Resonant Current Regulator Implemented in the Discrete-Time Domain for Grid-Connected Converters

Effective current control is an aspect of paramount importance to achieve a high level of performance for grid-connected converters (GCCs). A common practice is to first develop a continuous-time controller and then convert it to a discrete equivalent using one of the discretization techniques available. However, determining the optimum choice is elaborating, and the performance of the discretized controller has been shown degraded performance compared to that of continuous version, especially for cases in which switching frequency is relatively low with respect to the excitation frequency. The principle of the current controller design in the discrete-time domain has been comprehensively addressed in this work, which can be summarized as three major steps. The first step is to develop the controller in the positive-sequence synchronous reference frame (PS-SRF), by canceling the weakly damped pole of the plant with a matching zero and providing infinite open-loop gain for the dc current in the PS-SRF. Then, the corresponding controller for the negative-sequence current regulation can be derived, following a similar procedure.
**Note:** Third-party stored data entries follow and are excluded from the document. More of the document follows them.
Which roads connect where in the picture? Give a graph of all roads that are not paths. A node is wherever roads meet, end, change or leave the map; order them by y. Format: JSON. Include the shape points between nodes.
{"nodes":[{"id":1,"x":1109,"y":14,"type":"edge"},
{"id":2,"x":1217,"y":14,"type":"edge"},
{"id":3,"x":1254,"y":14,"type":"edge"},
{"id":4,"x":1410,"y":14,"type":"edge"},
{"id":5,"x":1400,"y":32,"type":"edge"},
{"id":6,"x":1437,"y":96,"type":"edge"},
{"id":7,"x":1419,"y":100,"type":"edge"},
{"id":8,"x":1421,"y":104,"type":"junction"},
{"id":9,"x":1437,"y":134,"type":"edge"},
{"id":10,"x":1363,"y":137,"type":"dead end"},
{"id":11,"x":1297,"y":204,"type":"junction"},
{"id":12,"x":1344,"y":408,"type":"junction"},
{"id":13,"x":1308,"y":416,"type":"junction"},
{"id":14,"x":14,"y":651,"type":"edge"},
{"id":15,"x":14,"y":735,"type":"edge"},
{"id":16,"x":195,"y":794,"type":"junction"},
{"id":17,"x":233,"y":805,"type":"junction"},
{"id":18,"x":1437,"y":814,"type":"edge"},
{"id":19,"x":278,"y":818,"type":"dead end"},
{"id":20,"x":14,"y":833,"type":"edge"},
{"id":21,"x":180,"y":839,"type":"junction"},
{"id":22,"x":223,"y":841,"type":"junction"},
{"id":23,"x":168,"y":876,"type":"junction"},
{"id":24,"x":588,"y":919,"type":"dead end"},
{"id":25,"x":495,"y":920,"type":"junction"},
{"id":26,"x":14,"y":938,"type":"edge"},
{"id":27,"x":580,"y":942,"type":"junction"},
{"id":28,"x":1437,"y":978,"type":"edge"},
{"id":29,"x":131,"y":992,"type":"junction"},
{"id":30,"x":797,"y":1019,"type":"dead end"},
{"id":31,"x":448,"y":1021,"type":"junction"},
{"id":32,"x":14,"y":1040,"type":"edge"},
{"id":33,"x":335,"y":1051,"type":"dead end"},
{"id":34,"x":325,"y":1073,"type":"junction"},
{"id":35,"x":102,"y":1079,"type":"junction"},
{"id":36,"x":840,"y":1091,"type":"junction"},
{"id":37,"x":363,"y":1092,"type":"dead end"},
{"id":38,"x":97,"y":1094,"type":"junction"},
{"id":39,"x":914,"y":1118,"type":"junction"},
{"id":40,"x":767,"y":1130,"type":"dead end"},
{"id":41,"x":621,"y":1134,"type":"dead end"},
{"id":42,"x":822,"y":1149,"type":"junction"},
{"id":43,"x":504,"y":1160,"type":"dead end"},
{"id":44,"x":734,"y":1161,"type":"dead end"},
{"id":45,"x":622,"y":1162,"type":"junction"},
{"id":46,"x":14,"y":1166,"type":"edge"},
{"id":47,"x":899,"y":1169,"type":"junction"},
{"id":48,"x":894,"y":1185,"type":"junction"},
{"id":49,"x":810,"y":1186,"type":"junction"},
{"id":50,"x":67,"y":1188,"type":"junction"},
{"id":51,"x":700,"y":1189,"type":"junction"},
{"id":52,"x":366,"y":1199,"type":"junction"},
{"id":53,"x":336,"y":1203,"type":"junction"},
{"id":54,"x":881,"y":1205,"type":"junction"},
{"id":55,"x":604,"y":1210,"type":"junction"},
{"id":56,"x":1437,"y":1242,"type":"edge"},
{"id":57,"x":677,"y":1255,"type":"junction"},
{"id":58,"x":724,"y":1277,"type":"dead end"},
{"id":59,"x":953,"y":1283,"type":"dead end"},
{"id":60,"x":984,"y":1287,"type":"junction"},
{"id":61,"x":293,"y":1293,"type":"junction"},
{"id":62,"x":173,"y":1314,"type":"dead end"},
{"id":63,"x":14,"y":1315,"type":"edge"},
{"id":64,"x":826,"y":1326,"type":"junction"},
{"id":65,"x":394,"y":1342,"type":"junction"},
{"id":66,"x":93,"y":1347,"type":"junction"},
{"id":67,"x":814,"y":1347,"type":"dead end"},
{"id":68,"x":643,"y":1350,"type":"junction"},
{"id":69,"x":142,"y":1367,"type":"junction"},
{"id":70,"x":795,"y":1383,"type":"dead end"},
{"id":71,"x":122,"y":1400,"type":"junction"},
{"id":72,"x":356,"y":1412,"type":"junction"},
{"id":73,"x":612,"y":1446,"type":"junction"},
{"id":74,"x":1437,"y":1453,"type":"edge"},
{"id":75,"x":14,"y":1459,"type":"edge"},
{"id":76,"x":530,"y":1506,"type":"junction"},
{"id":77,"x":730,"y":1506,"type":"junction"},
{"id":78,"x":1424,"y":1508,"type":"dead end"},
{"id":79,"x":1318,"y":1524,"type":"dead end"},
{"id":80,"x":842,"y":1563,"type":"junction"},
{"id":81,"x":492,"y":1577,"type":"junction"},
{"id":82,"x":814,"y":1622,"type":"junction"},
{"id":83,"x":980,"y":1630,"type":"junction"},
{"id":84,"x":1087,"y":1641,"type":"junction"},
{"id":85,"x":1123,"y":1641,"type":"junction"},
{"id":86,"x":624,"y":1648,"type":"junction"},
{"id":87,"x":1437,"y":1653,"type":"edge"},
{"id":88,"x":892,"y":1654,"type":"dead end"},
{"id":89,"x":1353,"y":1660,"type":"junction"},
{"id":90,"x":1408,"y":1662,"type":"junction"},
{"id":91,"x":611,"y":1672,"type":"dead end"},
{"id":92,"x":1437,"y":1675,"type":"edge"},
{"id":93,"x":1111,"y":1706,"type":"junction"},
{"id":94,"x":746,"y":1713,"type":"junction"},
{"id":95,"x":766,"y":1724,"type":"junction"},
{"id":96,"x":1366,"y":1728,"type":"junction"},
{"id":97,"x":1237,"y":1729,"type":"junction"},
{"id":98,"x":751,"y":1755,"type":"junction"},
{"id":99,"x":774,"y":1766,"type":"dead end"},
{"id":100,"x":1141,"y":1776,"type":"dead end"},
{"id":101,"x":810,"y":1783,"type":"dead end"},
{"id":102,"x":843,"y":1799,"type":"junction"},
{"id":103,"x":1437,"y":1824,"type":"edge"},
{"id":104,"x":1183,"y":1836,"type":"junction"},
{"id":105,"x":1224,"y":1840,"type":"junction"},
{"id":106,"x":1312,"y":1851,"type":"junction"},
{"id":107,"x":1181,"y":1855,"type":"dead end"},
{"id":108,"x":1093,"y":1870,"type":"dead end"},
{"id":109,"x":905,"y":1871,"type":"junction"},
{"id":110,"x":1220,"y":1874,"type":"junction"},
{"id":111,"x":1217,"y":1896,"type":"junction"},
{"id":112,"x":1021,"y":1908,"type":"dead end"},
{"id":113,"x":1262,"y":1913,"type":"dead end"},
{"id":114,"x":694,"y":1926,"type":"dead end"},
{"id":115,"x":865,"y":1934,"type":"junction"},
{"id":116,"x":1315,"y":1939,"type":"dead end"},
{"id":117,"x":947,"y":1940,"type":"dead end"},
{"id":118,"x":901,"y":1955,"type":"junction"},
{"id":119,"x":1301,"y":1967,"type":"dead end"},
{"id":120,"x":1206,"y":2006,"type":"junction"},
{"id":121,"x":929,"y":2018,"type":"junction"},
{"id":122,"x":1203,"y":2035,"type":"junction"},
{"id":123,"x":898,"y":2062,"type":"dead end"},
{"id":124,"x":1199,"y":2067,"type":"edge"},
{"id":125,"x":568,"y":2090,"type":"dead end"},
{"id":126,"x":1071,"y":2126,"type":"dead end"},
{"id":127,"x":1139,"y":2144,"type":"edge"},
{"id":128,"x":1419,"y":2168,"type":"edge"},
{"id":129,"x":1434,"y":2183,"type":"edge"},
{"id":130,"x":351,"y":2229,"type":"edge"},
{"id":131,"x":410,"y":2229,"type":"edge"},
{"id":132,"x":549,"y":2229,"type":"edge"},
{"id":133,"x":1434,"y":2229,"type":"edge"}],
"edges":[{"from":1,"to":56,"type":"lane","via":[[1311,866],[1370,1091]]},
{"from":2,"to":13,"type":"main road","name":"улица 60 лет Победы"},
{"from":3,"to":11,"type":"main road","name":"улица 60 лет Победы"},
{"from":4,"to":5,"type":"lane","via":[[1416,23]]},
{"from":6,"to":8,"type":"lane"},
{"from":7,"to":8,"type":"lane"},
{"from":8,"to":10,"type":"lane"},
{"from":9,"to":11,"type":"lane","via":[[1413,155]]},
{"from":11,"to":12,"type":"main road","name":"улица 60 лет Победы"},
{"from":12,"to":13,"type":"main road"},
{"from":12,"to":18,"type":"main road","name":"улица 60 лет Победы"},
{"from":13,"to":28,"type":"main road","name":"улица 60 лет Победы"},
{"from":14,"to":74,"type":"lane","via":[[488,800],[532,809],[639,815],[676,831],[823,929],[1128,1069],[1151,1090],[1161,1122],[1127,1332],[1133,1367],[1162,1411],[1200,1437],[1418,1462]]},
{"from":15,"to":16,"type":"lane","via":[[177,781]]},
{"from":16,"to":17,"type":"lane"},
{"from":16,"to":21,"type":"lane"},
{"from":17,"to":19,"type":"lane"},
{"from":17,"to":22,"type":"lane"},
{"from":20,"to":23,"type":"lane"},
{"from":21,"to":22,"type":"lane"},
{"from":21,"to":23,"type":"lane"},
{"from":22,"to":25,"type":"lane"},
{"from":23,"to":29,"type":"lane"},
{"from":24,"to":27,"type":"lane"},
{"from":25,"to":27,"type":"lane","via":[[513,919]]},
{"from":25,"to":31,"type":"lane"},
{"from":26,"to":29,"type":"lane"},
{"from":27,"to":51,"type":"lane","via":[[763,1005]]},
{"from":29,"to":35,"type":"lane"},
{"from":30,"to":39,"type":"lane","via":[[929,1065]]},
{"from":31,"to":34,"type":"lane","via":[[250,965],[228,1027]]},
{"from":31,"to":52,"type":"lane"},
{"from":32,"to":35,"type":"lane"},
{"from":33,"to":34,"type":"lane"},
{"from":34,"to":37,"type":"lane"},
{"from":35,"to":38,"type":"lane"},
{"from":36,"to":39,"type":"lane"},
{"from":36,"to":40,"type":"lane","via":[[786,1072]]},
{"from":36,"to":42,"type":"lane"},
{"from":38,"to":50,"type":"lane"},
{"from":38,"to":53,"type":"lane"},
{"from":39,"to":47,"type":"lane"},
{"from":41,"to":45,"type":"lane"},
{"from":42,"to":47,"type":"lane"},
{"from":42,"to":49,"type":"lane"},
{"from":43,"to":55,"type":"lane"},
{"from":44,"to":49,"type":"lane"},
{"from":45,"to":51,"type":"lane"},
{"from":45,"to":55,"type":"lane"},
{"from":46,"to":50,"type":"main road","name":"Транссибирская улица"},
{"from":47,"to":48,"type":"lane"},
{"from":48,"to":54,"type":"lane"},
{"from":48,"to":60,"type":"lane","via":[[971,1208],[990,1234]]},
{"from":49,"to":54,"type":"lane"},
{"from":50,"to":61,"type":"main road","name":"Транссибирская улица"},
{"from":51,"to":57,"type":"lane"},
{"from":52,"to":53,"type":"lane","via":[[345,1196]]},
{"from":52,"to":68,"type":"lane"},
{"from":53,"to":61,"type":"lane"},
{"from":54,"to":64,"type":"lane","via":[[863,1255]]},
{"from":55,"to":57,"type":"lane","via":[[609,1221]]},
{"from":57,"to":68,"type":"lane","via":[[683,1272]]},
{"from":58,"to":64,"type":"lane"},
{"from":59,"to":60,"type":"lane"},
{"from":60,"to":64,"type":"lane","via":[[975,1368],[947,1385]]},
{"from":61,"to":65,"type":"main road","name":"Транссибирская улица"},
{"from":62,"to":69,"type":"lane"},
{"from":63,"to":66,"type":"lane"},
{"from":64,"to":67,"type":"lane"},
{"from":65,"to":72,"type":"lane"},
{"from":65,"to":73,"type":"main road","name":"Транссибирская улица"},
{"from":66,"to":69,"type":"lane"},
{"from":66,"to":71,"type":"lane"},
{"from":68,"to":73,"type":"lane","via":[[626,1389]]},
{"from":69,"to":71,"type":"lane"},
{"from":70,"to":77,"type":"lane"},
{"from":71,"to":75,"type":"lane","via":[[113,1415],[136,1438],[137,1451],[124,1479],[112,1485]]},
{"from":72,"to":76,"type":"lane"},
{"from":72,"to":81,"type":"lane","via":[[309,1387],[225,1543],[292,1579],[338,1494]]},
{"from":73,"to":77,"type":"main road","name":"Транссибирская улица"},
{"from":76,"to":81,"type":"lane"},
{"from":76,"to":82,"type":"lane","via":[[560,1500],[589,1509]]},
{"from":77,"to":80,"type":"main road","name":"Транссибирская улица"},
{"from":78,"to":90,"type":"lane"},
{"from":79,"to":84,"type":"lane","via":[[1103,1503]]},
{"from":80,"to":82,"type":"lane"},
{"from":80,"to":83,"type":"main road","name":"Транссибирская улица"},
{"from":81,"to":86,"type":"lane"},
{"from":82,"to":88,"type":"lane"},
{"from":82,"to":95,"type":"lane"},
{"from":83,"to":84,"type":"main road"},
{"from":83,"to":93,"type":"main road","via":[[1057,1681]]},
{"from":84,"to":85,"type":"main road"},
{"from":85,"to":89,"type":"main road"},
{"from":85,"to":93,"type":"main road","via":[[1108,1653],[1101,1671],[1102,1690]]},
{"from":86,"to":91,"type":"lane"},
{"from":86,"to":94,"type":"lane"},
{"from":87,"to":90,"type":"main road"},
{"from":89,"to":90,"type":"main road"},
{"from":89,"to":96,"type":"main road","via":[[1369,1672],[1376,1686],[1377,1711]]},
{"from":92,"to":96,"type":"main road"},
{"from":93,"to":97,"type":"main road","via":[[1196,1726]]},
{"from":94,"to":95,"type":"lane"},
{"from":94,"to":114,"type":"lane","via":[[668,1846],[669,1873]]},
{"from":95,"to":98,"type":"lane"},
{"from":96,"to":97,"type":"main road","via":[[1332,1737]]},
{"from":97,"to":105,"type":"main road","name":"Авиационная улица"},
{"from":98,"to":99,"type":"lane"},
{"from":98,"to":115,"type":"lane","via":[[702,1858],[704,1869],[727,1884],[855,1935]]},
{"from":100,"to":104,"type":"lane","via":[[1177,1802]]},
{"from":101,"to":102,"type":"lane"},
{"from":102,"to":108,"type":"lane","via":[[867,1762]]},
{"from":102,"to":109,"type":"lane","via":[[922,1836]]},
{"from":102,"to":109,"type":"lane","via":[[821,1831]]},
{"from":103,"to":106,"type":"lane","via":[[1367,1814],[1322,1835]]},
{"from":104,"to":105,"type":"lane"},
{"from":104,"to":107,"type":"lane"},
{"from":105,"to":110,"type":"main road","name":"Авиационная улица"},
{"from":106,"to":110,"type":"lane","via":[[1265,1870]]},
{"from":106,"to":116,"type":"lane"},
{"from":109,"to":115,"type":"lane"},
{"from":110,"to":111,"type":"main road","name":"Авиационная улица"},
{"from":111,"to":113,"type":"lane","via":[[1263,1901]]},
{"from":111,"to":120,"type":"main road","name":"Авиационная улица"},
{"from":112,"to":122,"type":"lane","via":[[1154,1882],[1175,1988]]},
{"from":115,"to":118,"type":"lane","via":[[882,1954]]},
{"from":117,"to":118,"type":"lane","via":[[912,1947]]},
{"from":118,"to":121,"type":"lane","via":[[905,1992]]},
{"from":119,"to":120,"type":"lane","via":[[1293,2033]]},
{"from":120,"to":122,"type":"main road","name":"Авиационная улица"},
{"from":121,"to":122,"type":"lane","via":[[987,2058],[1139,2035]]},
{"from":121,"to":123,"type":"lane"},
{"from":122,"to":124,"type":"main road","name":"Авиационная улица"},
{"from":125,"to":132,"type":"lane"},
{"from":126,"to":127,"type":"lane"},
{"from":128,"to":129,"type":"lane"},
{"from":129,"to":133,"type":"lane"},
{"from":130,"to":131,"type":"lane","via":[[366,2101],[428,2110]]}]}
Based on the double SRF control (DSRFC), the resonant current controller implemented in the stationary reference frame can be finally developed. In this manner, the discretization is avoided, and the one-sampling delay and the zero-order holder characteristic of the converter can be considered in the developed controller, which means that the additional delay compensation strategy can be avoided. Experimental results have verified the effectiveness of the proposed controller for the current regulation of GCCs under different grid conditions. It should be noted that the proposed method can also be applied to other applications, such as LCL-filtered grid-connected or LC-filtered grid-forming converters with proper active damping although only the simpler L-filtered GCC is analyzed as an example in this work.

Automated summary

The study focuses on the principles of discrete-time current controller design, developing controllers in positive-sequence synchronous reference frame and converting to negative-sequence current regulation controllers before finally implementing a resonant current controller in stationary reference frame. This avoids discretization and considers the delay and characteristics of the converter for an effective control strategy.